Preguntaba mirando a todos lados buscando una respuesta “¿Por qué me sucede esto a mí?, no estoy vendiendo droga, trato de ganarme la vida, es trabajo honrado". Caminé con él un rato mientras lo escuchaba prestaba verdadera atención a su dilema, nada fácil. "Me detuvieron y me trasladaron a un módulo, me pidieron dinero para no quitarme la mercancía. Llevaba solo 3$, y nada... tuve que aceptar, debo seguir trabajando. Luego de hacerme firmar una planilla me dicen".
-NO TE VAMOS A DEVOLVER NADA ¡VETE, ANTES DE QUE TE META PRESO, LO QUE HACES ES ILEGAL!

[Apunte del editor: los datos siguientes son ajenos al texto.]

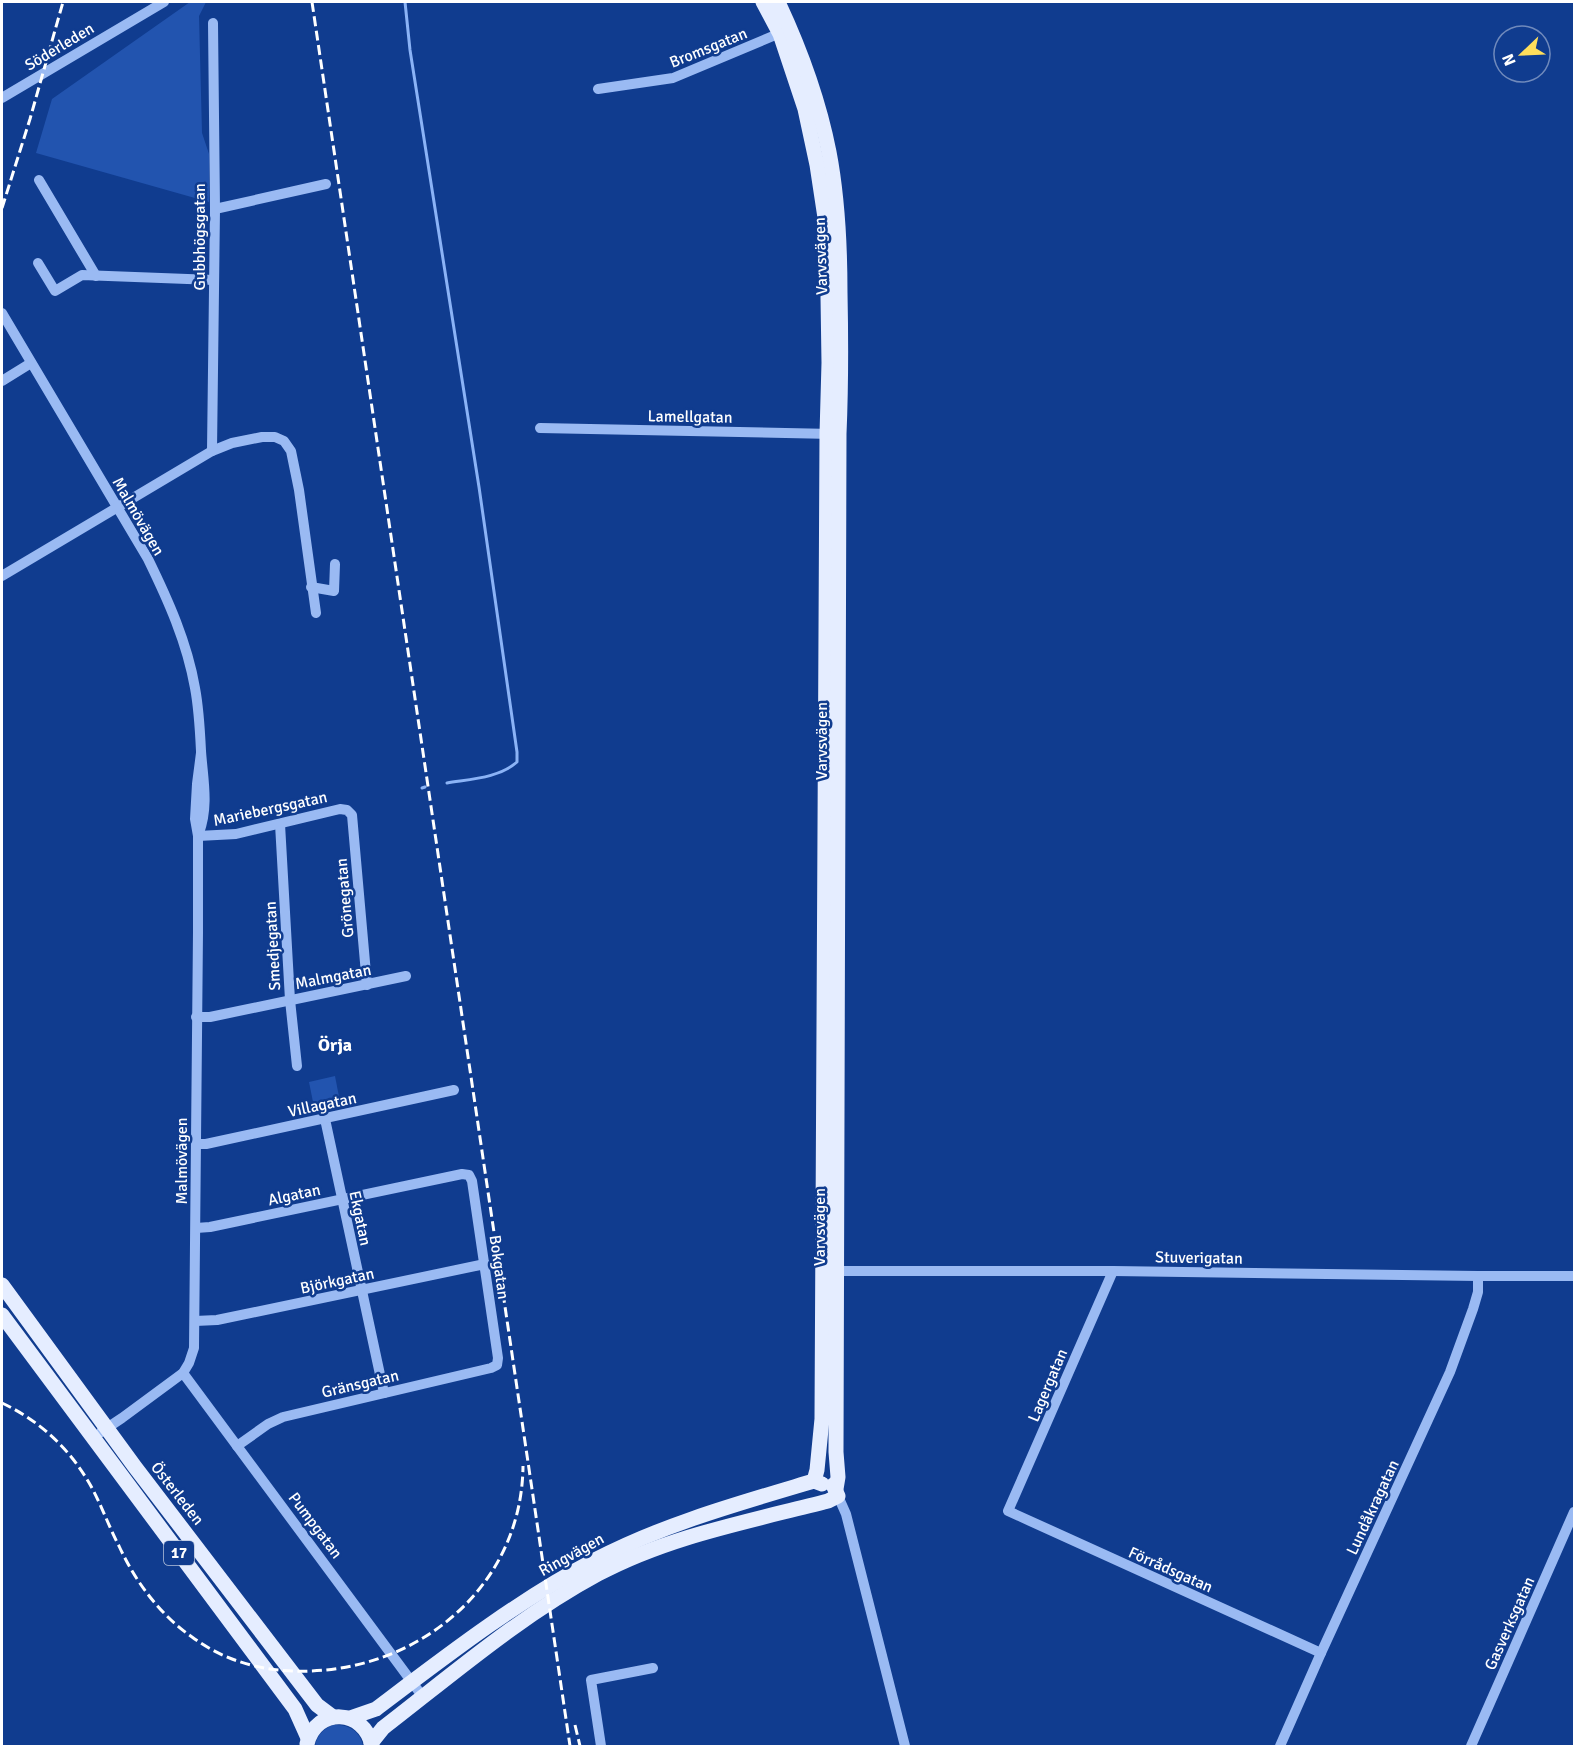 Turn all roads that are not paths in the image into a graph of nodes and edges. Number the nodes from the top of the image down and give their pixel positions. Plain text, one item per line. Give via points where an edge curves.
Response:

Mientras me narraba su desafortunada aventura notaba que esto iba más allá de una charla. "Yo les dije, hermano pero si me pediste dinero para dejarme la mercancía, por favor déjame los caramelos por los menos para poder ganar algo hoy".
Su petición al parecer no llego a ningún lado. El bro frustrado decía "arriba hay un Dios que para abajo vé y yo sé que encontraré a alguien que me preste algo para poder invertir y vender aunque sea por hoy, tengo que llevar algo para mí casa".
Al final quería solo algo de dinero para poder invertir en caramelos y venderlos en el subterráneo y así hacer menos amarga su vida y la de su familia, resolver el día, eso y alguien que se tomará unos segundos para escuchar su martirio.
Compartiendo lo poco que tenía en el momento y tratando de comprender su situación me despedí con buena onda deseándole lo mejor. Su historia pasó cualquier filtro de charlatanería y llegó a tocar lo más sensible de mi humanidad.
Compañero de nombre desconocido espero hayas logrado resolver tu día y el de los tuyos. Que siempre te encuentres con alguien dispuesto a escuchar y apoyarte con lo que pueda.